_Aim of the exercise_. When the word "Speyerer" shows up in a line of the data below, copy that whole line.

(Collected data entries)
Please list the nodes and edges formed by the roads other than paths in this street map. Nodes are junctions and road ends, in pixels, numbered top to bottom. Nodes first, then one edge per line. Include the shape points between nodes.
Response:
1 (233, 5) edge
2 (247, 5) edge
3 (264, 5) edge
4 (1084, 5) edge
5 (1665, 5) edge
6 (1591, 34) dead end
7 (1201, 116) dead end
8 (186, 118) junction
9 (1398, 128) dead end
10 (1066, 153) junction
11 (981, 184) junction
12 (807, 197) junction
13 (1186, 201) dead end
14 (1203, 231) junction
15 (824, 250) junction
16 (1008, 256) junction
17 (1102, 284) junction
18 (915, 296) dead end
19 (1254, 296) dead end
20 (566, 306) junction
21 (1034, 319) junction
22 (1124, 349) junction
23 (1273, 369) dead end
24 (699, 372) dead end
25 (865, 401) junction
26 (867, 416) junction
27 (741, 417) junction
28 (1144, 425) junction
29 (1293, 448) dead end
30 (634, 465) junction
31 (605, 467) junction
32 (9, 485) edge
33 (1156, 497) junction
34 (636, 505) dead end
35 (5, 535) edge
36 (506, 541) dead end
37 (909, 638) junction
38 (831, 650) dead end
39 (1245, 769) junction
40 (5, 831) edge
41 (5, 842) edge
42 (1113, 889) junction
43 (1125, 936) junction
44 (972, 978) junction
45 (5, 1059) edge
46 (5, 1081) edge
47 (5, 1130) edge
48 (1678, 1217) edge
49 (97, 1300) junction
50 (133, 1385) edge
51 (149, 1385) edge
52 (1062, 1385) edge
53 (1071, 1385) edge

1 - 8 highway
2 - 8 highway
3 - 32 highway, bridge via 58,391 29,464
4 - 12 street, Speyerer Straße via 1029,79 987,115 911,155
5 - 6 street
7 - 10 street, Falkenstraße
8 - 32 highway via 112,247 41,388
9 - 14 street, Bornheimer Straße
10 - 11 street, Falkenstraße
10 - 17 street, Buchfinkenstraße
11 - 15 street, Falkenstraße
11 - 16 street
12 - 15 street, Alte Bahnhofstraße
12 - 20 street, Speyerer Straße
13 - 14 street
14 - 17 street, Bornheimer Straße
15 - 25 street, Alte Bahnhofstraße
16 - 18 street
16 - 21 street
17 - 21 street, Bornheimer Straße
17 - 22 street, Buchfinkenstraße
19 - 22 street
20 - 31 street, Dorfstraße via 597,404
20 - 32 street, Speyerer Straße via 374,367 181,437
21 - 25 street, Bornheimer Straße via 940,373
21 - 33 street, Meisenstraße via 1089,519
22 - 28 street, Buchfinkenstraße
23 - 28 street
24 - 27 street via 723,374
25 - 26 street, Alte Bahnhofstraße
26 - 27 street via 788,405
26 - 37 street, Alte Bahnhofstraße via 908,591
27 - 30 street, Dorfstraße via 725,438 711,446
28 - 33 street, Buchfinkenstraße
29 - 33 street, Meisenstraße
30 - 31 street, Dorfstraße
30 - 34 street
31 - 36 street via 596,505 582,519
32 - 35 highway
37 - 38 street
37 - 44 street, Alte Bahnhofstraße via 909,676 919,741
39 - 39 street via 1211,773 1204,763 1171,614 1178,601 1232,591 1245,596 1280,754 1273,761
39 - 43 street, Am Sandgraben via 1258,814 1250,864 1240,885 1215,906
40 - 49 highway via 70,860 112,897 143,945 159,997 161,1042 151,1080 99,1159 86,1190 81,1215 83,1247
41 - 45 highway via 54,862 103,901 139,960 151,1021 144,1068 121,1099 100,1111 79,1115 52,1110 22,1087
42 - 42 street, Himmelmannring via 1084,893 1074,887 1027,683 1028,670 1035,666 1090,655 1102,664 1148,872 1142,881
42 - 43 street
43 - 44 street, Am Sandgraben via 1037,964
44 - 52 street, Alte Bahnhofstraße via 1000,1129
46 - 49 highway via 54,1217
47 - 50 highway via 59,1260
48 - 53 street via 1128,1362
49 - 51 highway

_Problem solution_.
4 - 12 street, Speyerer Straße via 1029,79 987,115 911,155
12 - 20 street, Speyerer Straße
20 - 32 street, Speyerer Straße via 374,367 181,437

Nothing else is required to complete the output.